The modern-day curriculum is diverse and intriguing, yet the final outcomes are derived mostly from a series of summative assessments. However, significant life skills associated with the modern world are not always identified and developed from such forms of assessment; consequently, initiatives such as the Exhibitioner Award have emerged which are designed to challenge and celebrate students’ proficiencies beyond the prescribed curriculum, ensuring our students become well-rounded individuals.
The Exhibitioner Awards seek to cultivate skills which will enable our students to go forward in the world, to be ambitious, confident, balanced and take risks. These attributes intrinsically underpin the principles associated with the IB learner profile - something which we strive to integrate in our ethos at La Côte International School Aubonne. The application process for this prestigious award is rigorous and a challenge in itself, and includes a letter of application (no more than one side A4), an interview with an academic panel and the submission of further evidence associated with a specific area of interest.
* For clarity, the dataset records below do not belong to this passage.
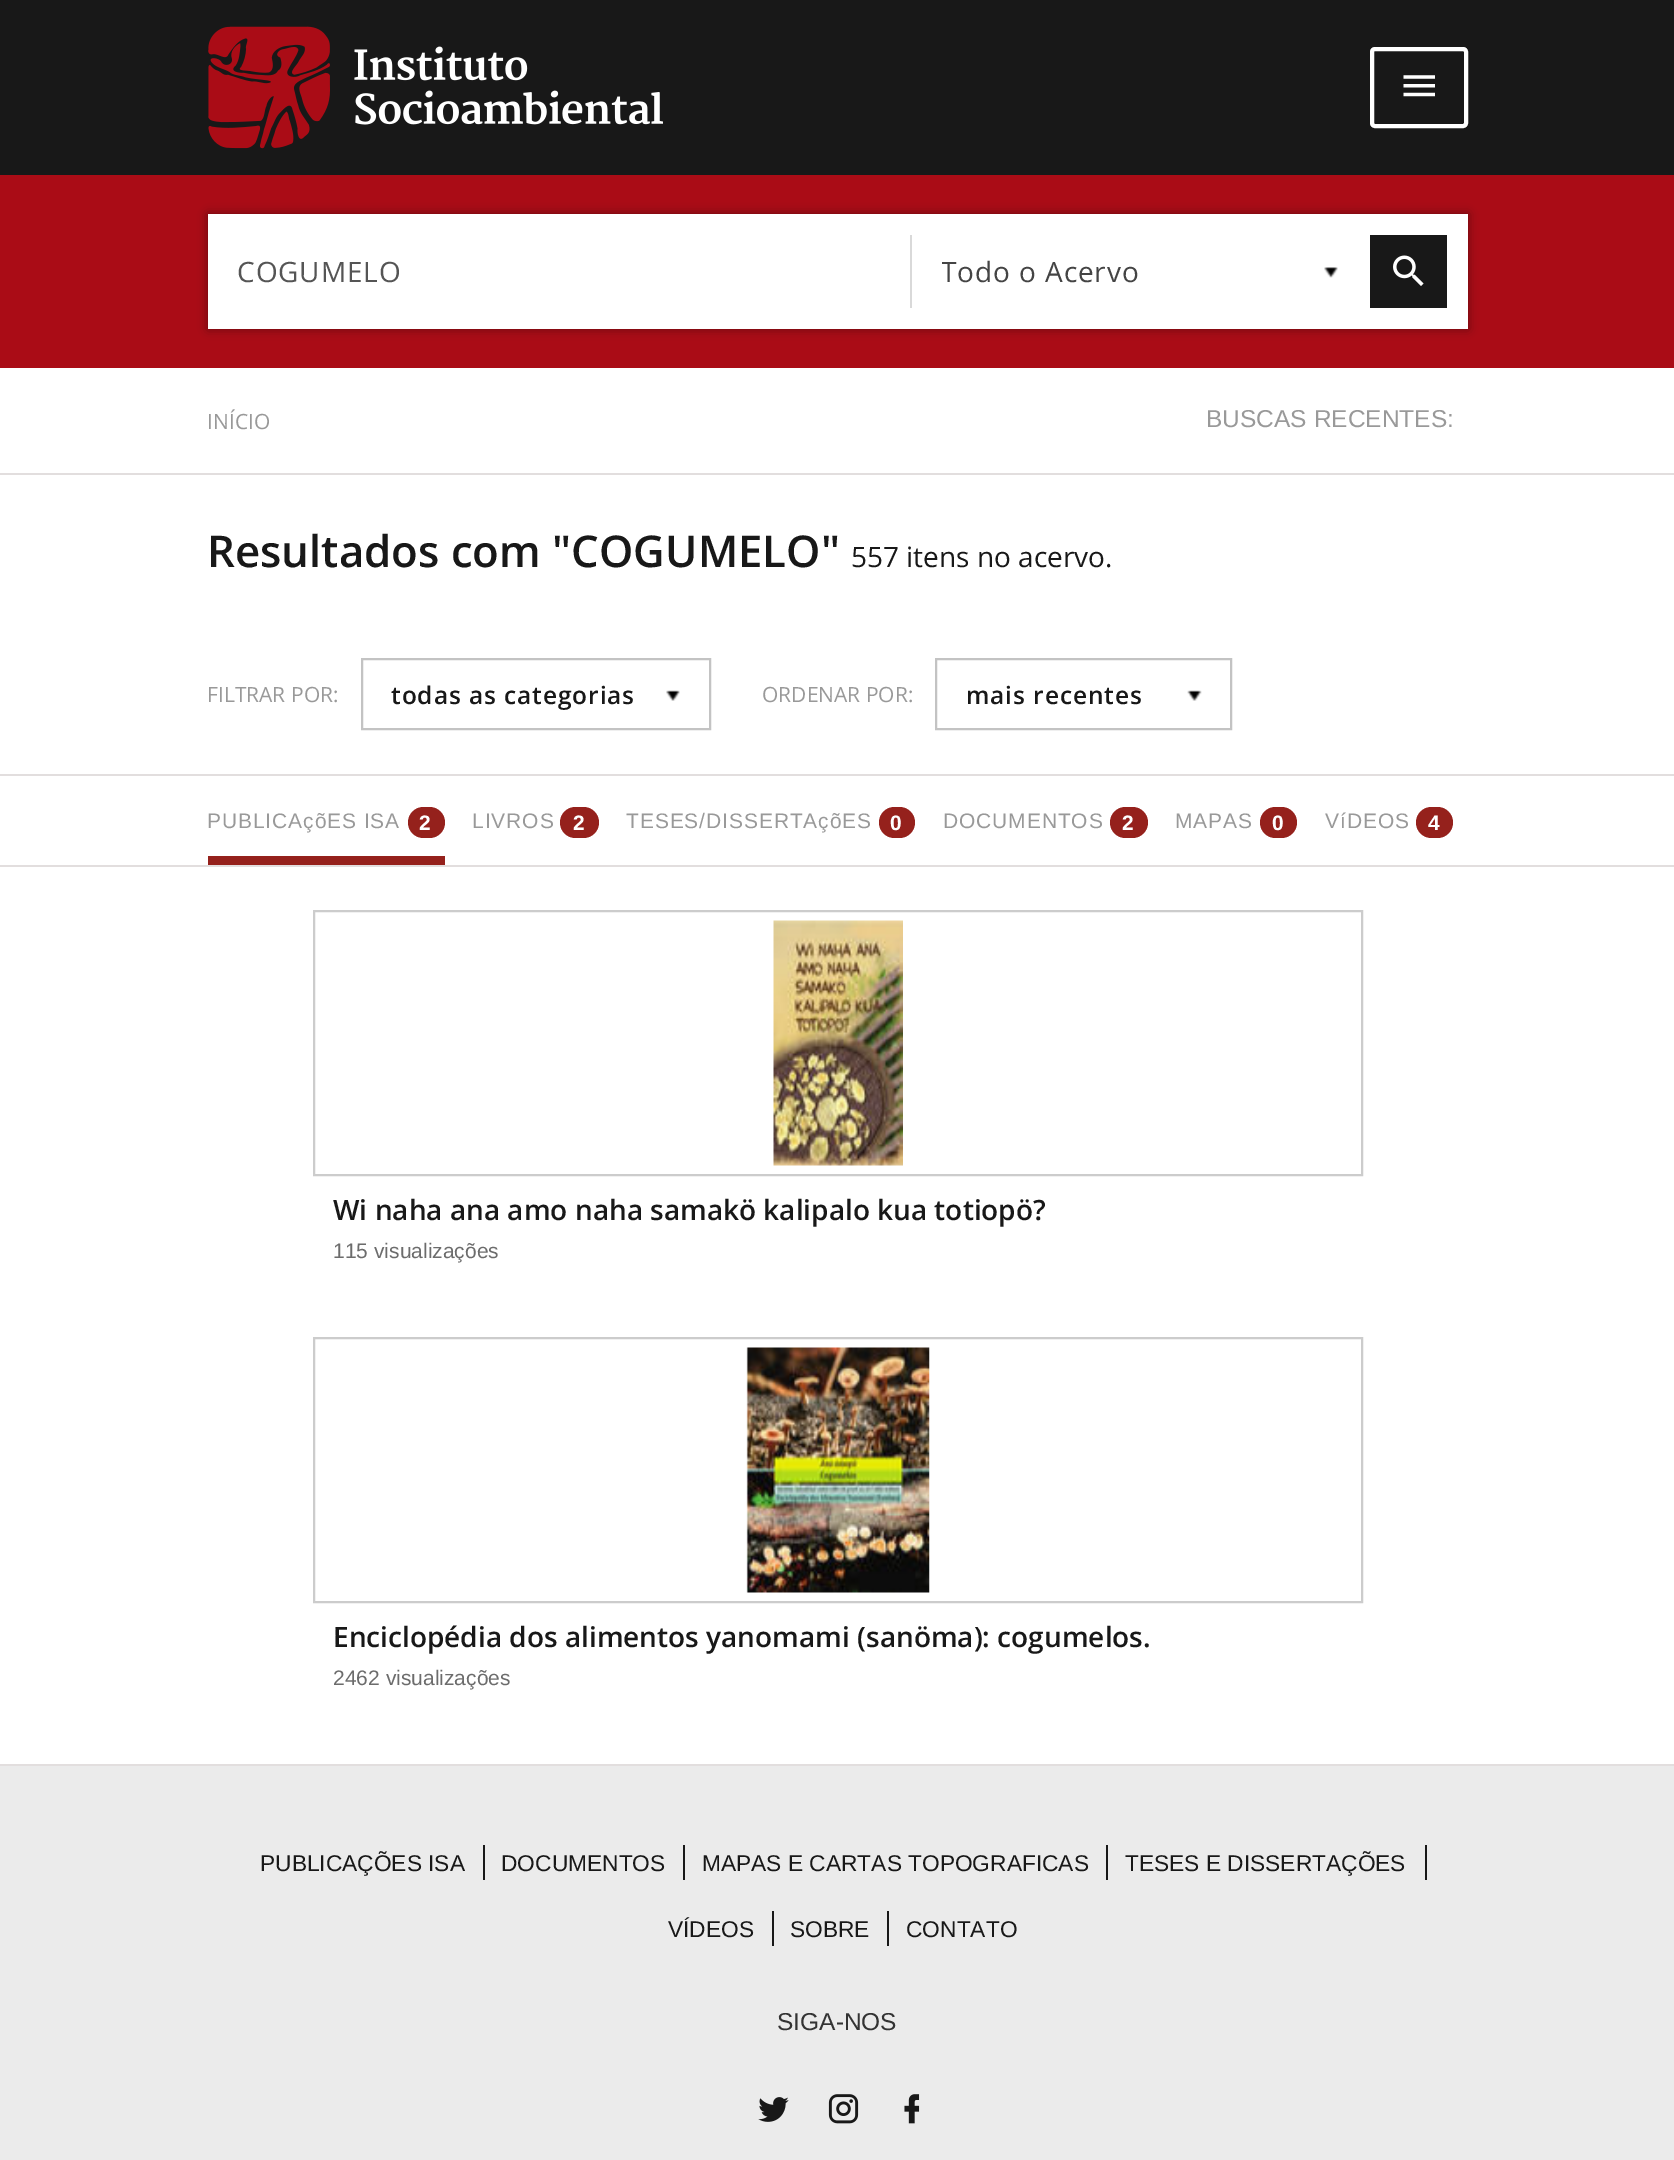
%!PS
<< /PageSize [1674 2160] /PageUsesTransparency true >> setpagedevice
/alpha { dup .setfillconstantalpha .setstrokeconstantalpha } def
/roundrect { 5 dict begin { /r /h /w /y /x } { exch def } forall
  x r add y moveto x w add y 2 copy h add r arct x w add y h add x 1 index r arct
  x y h add x y r arct x y 2 copy exch w add exch r arct closepath end } def
/shadow { 12 dict begin { /a /b /q /h /w /y /x } { exch def } forall gsave /was 0 def
  9 -2 -9 { dup b mul 4 div /e exch def 1 sub .425 mul 2.718 exch exp 1 add a .99 .min exch div /now exch def
    1 1 now sub 1 was sub div sub alpha /was now def
    w h .min e 2 mul add 0 gt { x e sub y e sub w e 2 mul add h e 2 mul add
      q e add b .6 mul add w h .min 2 div e add .min 0 .max roundrect fill } if } for grestore end } def
/picture { 5 dict begin { /h /w /y /x /name } { exch def } forall
  gsave x y translate w h scale
  w h 8 [w 0 0 h 0 0] name (r) file false 3 colorimage grestore end } def
0 .pushpdf14devicefilter
0 2160 translate 1 -1 scale
4 setmiterlimit
0.094 setgray
0 0 1674 2160 rectfill
(img1.rgb) 208 26 455 123 picture
1 setgray
4 setlinewidth
1372 49 94 77 3 roundrect stroke
(img2.rgb) 1403 75 32 22 picture
0.667 0.047 0.086 setrgbcolor
0 175 1674 193 rectfill
0 setgray
208 214 1260 115 0 5 0.4 shadow
1 setgray
208 214 1260 115 rectfill
0.851 setgray
910 235 2 73 rectfill
/OpenSans-Regular [28 0 0 -28 0 0] selectfont
0.333 setgray
237 282 moveto 0.9 0 (COGUMELO) ashow
gsave
942 252 350 39 rectclip
0.267 setgray
941 282 moveto 0.9 0 (Todo o Acervo) ashow
grestore
(img3.rgb) 1324 267 14 11 picture
0.094 setgray
1370 235 77 73 rectfill
(img4.rgb) 1393 255 31 31 picture
1 setgray
0 368 1674 1396 rectfill
/OpenSans-Regular [21 0 0 -21 0 0] selectfont
0.6 setgray
207 429 moveto (INÍCIO) show
/LiberationSans-Regular [24.5 0 0 -24.5 0 0] selectfont
1206 427 moveto (BUSCAS RECENTES:) show
0.886 0.871 0.871 setrgbcolor
0 473 1674 2 rectfill
/OpenSans-SemiBold [43.75 0 0 -43.75 0 0] selectfont
0.094 setgray
207 567 moveto (Resultados com "COGUMELO") show
/OpenSans-Regular [28 0 0 -28 0 0] selectfont
851 567 moveto (557 itens no acervo.) show
/OpenSans-Regular [21 0 0 -21 0 0] selectfont
0.6 setgray
207 702 moveto (FILTRAR POR:) show
0.765 setgray
2 setlinewidth
362 659 348 70 rectstroke
/OpenSans-SemiBold [24.5 0 0 -24.5 0 0] selectfont
0.094 setgray
391 704 moveto 0.9 0 (todas as categorias) ashow
(img5.rgb) 666 690 14 11 picture
/OpenSans-Regular [21 0 0 -21 0 0] selectfont
0.6 setgray
762 702 moveto (ORDENAR POR:) show
0.765 setgray
936 659 295 70 rectstroke
/OpenSans-SemiBold [24.5 0 0 -24.5 0 0] selectfont
0.094 setgray
966 704 moveto 0.9 0 (mais recentes) ashow
(img6.rgb) 1187 690 15 11 picture
0.886 0.871 0.871 setrgbcolor
0 774 1674 2 rectfill
0.584 0.129 0.11 setrgbcolor
208 856 237 9 rectfill
/LiberationSans-Regular [21 0 0 -21 0 0] selectfont
0.6 setgray
207 828 moveto 0.9 0 (PUBLICAçõES ISA) ashow
0.584 0.129 0.11 setrgbcolor
408 807 37 31 15.5 roundrect fill
/LiberationSans-Bold [21 0 0 -21 0 0] selectfont
1 setgray
419 830 moveto 0.9 0 (2) ashow
/LiberationSans-Regular [21 0 0 -21 0 0] selectfont
0.6 setgray
472 828 moveto 0.9 0 (LIVROS) ashow
0.584 0.129 0.11 setrgbcolor
560 807 39 31 15.5 roundrect fill
/LiberationSans-Bold [21 0 0 -21 0 0] selectfont
1 setgray
573 830 moveto 0.9 0 (2) ashow
/LiberationSans-Regular [21 0 0 -21 0 0] selectfont
0.6 setgray
626 828 moveto 0.9 0 (TESES/DISSERTAçõES) ashow
0.584 0.129 0.11 setrgbcolor
879 807 36 31 15.5 roundrect fill
/LiberationSans-Bold [21 0 0 -21 0 0] selectfont
1 setgray
890 830 moveto 0.9 0 (0) ashow
/LiberationSans-Regular [21 0 0 -21 0 0] selectfont
0.6 setgray
943 828 moveto 0.9 0 (DOCUMENTOS) ashow
0.584 0.129 0.11 setrgbcolor
1110 807 38 31 15.5 roundrect fill
/LiberationSans-Bold [21 0 0 -21 0 0] selectfont
1 setgray
1122 830 moveto 0.9 0 (2) ashow
/LiberationSans-Regular [21 0 0 -21 0 0] selectfont
0.6 setgray
1175 828 moveto 0.9 0 (MAPAS) ashow
0.584 0.129 0.11 setrgbcolor
1260 807 37 31 15.5 roundrect fill
/LiberationSans-Bold [21 0 0 -21 0 0] selectfont
1 setgray
1272 830 moveto 0.9 0 (0) ashow
/LiberationSans-Regular [21 0 0 -21 0 0] selectfont
0.6 setgray
1325 828 moveto 0.9 0 (VíDEOS) ashow
0.584 0.129 0.11 setrgbcolor
1416 807 37 31 15.5 roundrect fill
/LiberationSans-Bold [21 0 0 -21 0 0] selectfont
1 setgray
1428 830 moveto 0.9 0 (4) ashow
0.886 0.871 0.871 setrgbcolor
0 865 1674 2 rectfill
0.8 setgray
314 911 1048 264 rectstroke
(img7.rgb) 773 920 130 246 picture
/OpenSans-SemiBold [28 0 0 -28 0 0] selectfont
0.094 setgray
333 1220 moveto (Wi naha ana amo naha samakö kalipalo kua totiopö?) show
/LiberationSans-Regular [21 0 0 -21 0 0] selectfont
0.424 setgray
333 1258 moveto (115 visualizações) show
0.8 setgray
314 1338 1048 264 rectstroke
(img8.rgb) 746 1347 184 246 picture
/OpenSans-SemiBold [28 0 0 -28 0 0] selectfont
0.094 setgray
333 1647 moveto (Enciclopédia dos alimentos yanomami \(sanöma\): cogumelos.) show
/LiberationSans-Regular [21 0 0 -21 0 0] selectfont
0.424 setgray
333 1685 moveto (2462 visualizações) show
0.922 setgray
0 1766 1674 394 rectfill
0.886 0.871 0.871 setrgbcolor
0 1764 1674 2 rectfill
0.094 setgray
483 1845 2 35 rectfill
/LiberationSans-Regular [22.75 0 0 -22.75 0 0] selectfont
260 1871 moveto (PUBLICAÇÕES ISA) show
683 1845 2 35 rectfill
501 1871 moveto (DOCUMENTOS) show
1106 1845 2 35 rectfill
702 1871 moveto (MAPAS E CARTAS TOPOGRAFICAS) show
1425 1845 2 35 rectfill
1125 1871 moveto (TESES E DISSERTAÇÕES) show
772 1911 2 35 rectfill
668 1937 moveto (VÍDEOS) show
887 1911 2 35 rectfill
790 1937 moveto (SOBRE) show
906 1937 moveto (CONTATO) show
/LiberationSans-Regular [24.5 0 0 -24.5 0 0] selectfont
0.2 setgray
777 2030 moveto (SIGA-NOS) show
(img9.rgb) 758 2097 31 25 picture
(img10.rgb) 828 2094 31 30 picture
(img11.rgb) 904 2094 16 30 picture
.poppdf14devicefilter showpage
Inquirers | Knowledgeable | Thinkers | Communicators | Principled | Open-minded | Caring | Risk-takers | Balanced | Reflective
One example of recent years demonstrates the reasons why these awards were created: a particular student was successful in achieving the History Exhibitioner Award (Upper School) and exemplifies all the attributes associated with this accolade. In order to gain the award, he produced a bespoke inquiry-based essay focusing on the conflict in the Middle East, citing multiple comparative examples from the modern day and the past. Not only did this student present a well written and comprehensive critical essay, but also constructed and produced a strong oral account of his findings in a confident, sophisticated and assured way. Finally, the student demonstrated his passion for History by regularly visiting heritage sites, museums, researching archives and reading the most up to date published historical texts.
Whether they are successful or not, all students who engage in this process will gain valuable relevant experience going beyond the classroom and curriculum. They will develop their public speaking and time-management skills, and learn how to present themselves within a formal setting.
Finally, the skills nurtured and developed through this process are not finite but will become entrenched and embedded within their mindset for years to come, serving to support university applications and foster confidence in future employment interviews, for example. By working through this process, students benefit from the journey, not just the final outcome; they begin to embrace the notion of lifelong learning and begin to adopt the mantra of “sapere aude” or "Dare to know", to establish a foundation of independence, and in doing so, prosper in the world post-Secondary education.